In an attemt to mend this situation, the FFF arranged a Photobiennale, first in Trondheim in 1983, and two years later in Lofoten. There was also two later biennales, in 1987 and 1989, but they were arranged in Oslo. The photographic community were somewhat extended through these biennales, mostly through the lectures and workshops. One of the photographers entering the Norwegian photographic community through a workshop was Geir M. Brungot from Sykkylven close to Ålesund. He arrived at the workshop given by Lewis Baltz in Lofoten in 1985, coming from a typical Norwegian camera club, and had found out that the camera club was way too much occupied with techniques and gadgets, and with very conservative esthetic norms and frames far
too constrained for him.

Lewis Baltz was already then one of the leading artists in the movement called “New opography”, a direction in landscape photography that had set it’s goal to redefine the genre, away from the heroic and spectacular towards a more neutral and honest rendering of our natural environment. This movement had a great impact on Norwegian landscape photography, especially through the group “Norsk Landskap”, consisting of the photographers Per Berntsen, Jens Hauge, Johan Sandborg and Siggen Stinessen. Also with pho-tographers like Karen McFarlane and Helge Nareid it is clear to see the impact this new direction had. Both McFarlane and Nareid participated in the workshop, but it was clearly Geir that came closest to Lewis Baltz. For Geir it was a complete turnaround from what and how he had worked like before, and he stuck with Lewis Baltz day and night. Photographing “back to back” during the day and discussing photography during the night. For Geir this resulted in a series, “Manscape” which started with the pictures made in Lofoten, and was brought to a conclusion with similar pictures made over the next few years in Sunnmøre. Also Lewis Baltz made a series there in Lofoten called “Continous Fire Polar Circle”.

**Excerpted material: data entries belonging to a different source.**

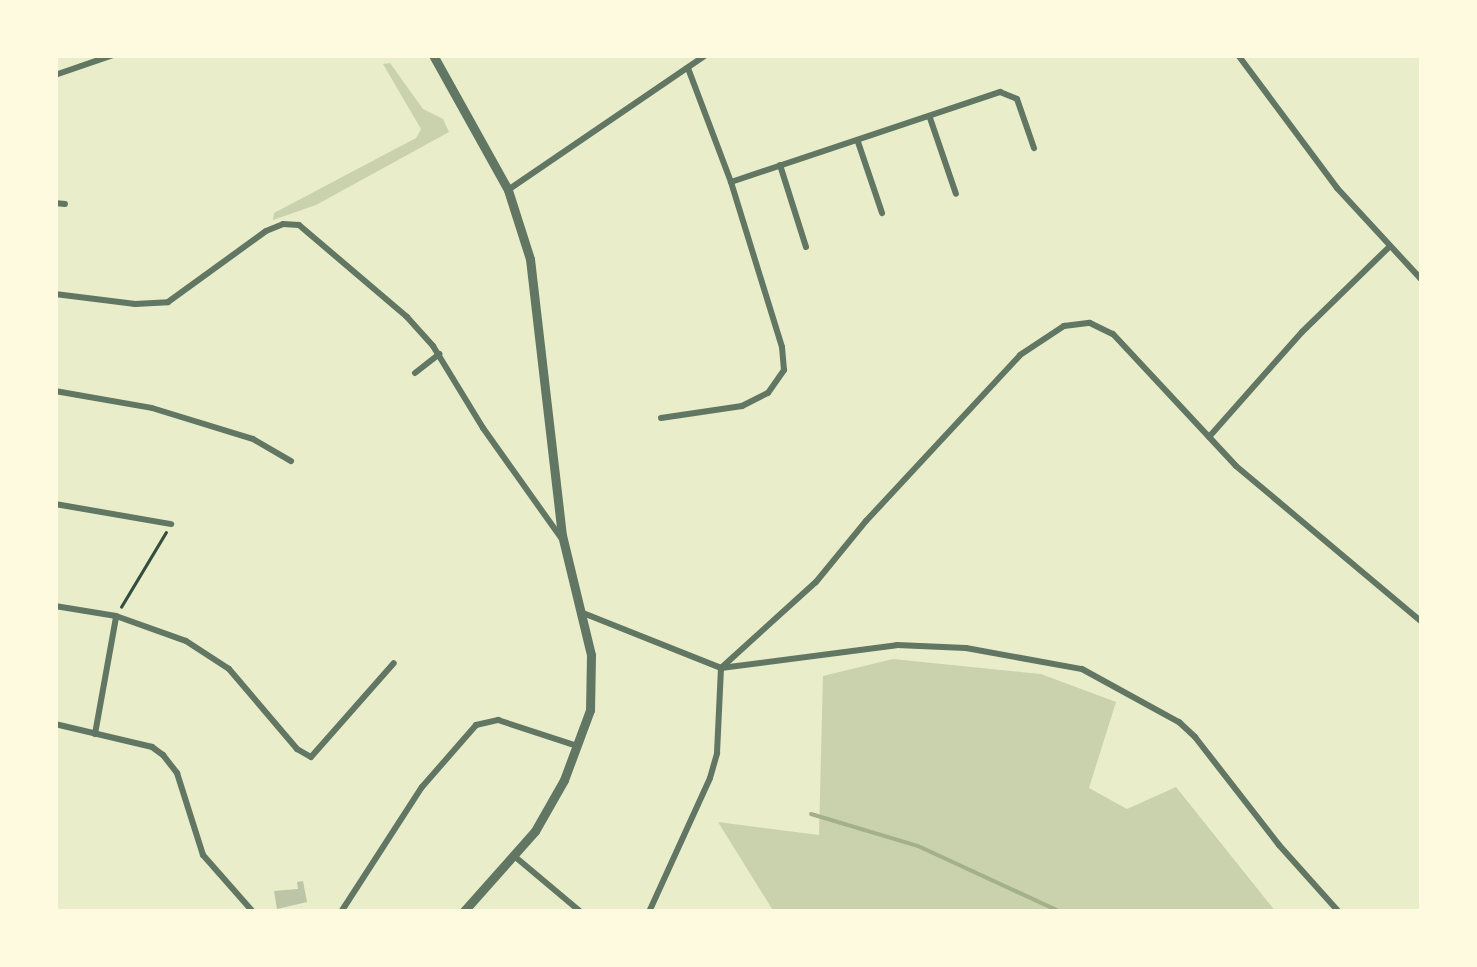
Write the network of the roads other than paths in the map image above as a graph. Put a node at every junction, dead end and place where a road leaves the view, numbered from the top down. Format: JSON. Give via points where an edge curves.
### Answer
{"nodes":[{"id":1,"x":113,"y":55,"type":"edge"},
{"id":2,"x":433,"y":55,"type":"edge"},
{"id":3,"x":706,"y":55,"type":"edge"},
{"id":4,"x":1238,"y":55,"type":"edge"},
{"id":5,"x":688,"y":68,"type":"junction"},
{"id":6,"x":55,"y":75,"type":"edge"},
{"id":7,"x":930,"y":118,"type":"junction"},
{"id":8,"x":858,"y":142,"type":"junction"},
{"id":9,"x":1034,"y":148,"type":"dead end"},
{"id":10,"x":780,"y":166,"type":"junction"},
{"id":11,"x":731,"y":182,"type":"junction"},
{"id":12,"x":508,"y":190,"type":"junction"},
{"id":13,"x":956,"y":194,"type":"dead end"},
{"id":14,"x":55,"y":203,"type":"edge"},
{"id":15,"x":65,"y":204,"type":"dead end"},
{"id":16,"x":882,"y":213,"type":"dead end"},
{"id":17,"x":806,"y":247,"type":"dead end"},
{"id":18,"x":1389,"y":247,"type":"junction"},
{"id":19,"x":1422,"y":280,"type":"edge"},
{"id":20,"x":55,"y":294,"type":"edge"},
{"id":21,"x":439,"y":354,"type":"junction"},
{"id":22,"x":415,"y":373,"type":"dead end"},
{"id":23,"x":55,"y":391,"type":"edge"},
{"id":24,"x":661,"y":418,"type":"dead end"},
{"id":25,"x":1209,"y":438,"type":"junction"},
{"id":26,"x":292,"y":462,"type":"dead end"},
{"id":27,"x":55,"y":504,"type":"edge"},
{"id":28,"x":171,"y":524,"type":"road end"},
{"id":29,"x":563,"y":540,"type":"junction"},
{"id":30,"x":55,"y":606,"type":"edge"},
{"id":31,"x":582,"y":612,"type":"junction"},
{"id":32,"x":116,"y":616,"type":"junction"},
{"id":33,"x":1422,"y":622,"type":"edge"},
{"id":34,"x":394,"y":663,"type":"dead end"},
{"id":35,"x":721,"y":668,"type":"junction"},
{"id":36,"x":55,"y":724,"type":"edge"},
{"id":37,"x":95,"y":734,"type":"junction"},
{"id":38,"x":577,"y":746,"type":"junction"},
{"id":39,"x":513,"y":855,"type":"junction"},
{"id":40,"x":253,"y":912,"type":"edge"},
{"id":41,"x":341,"y":912,"type":"edge"},
{"id":42,"x":462,"y":912,"type":"edge"},
{"id":43,"x":581,"y":912,"type":"edge"},
{"id":44,"x":650,"y":912,"type":"edge"},
{"id":45,"x":1339,"y":912,"type":"edge"}],
"edges":[{"from":1,"to":6,"type":"street"},
{"from":2,"to":12,"type":"street"},
{"from":3,"to":5,"type":"street"},
{"from":4,"to":18,"type":"street","via":[[1336,188]]},
{"from":5,"to":11,"type":"street"},
{"from":5,"to":12,"type":"street"},
{"from":7,"to":8,"type":"street"},
{"from":7,"to":9,"type":"street","via":[[1006,92],[1016,99]]},
{"from":7,"to":13,"type":"street"},
{"from":8,"to":10,"type":"street"},
{"from":8,"to":16,"type":"street"},
{"from":10,"to":11,"type":"street"},
{"from":10,"to":17,"type":"street"},
{"from":11,"to":24,"type":"street","via":[[784,370],[768,393],[742,406]]},
{"from":12,"to":29,"type":"street","via":[[530,259]]},
{"from":14,"to":15,"type":"street"},
{"from":18,"to":19,"type":"street"},
{"from":18,"to":25,"type":"street","via":[[1302,332]]},
{"from":20,"to":21,"type":"street","via":[[168,302],[274,226],[299,225],[407,317]]},
{"from":21,"to":22,"type":"street"},
{"from":21,"to":29,"type":"street"},
{"from":23,"to":26,"type":"street","via":[[152,408],[253,439]]},
{"from":25,"to":33,"type":"street"},
{"from":25,"to":35,"type":"street","via":[[1103,328],[1074,324],[1048,334],[1020,355],[816,582]]},
{"from":27,"to":28,"type":"street"},
{"from":29,"to":31,"type":"street"},
{"from":30,"to":32,"type":"street"},
{"from":31,"to":35,"type":"street"},
{"from":31,"to":38,"type":"street","via":[[592,680]]},
{"from":32,"to":34,"type":"street","via":[[186,641],[219,661],[298,749],[312,756]]},
{"from":32,"to":37,"type":"street"},
{"from":35,"to":44,"type":"street","via":[[710,778]]},
{"from":35,"to":45,"type":"street","via":[[897,645],[966,648],[1082,669],[1195,737]]},
{"from":36,"to":37,"type":"street"},
{"from":37,"to":40,"type":"street","via":[[163,754],[177,773],[202,854]]},
{"from":38,"to":39,"type":"street","via":[[535,831]]},
{"from":38,"to":41,"type":"street","via":[[498,720],[476,725],[422,788]]},
{"from":39,"to":42,"type":"street"},
{"from":39,"to":43,"type":"street"}]}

On Geir’s initiative they made an exhibition merging the two projects, and Per Hovdenakk wanted to show it at the Henie Onstad Art Center near Oslo, This exhibition was cancelled for some reason, but it was shown at the Fotogalleriet in 1996, which resulted in the Museum of Contemporary Art’s purchase of both photograpers work. A selection of Geir’s series was also a part of a group show with the photographers Geir M. Brungot, Eva Klerck Gange, Sidsel Jørgensen and Arne Valen.

In the years following the Lofoten workshop Geir was frenetically active with new photographic projects. The first series was called “Heimsavn”, meaning «The Longing for Home», i.e. the place where you grew up and your roots are. He brought with him what he had learnt in Lofoten, and made a suite of images that with longing and humour observes the physical and spiritual landscape from where he came.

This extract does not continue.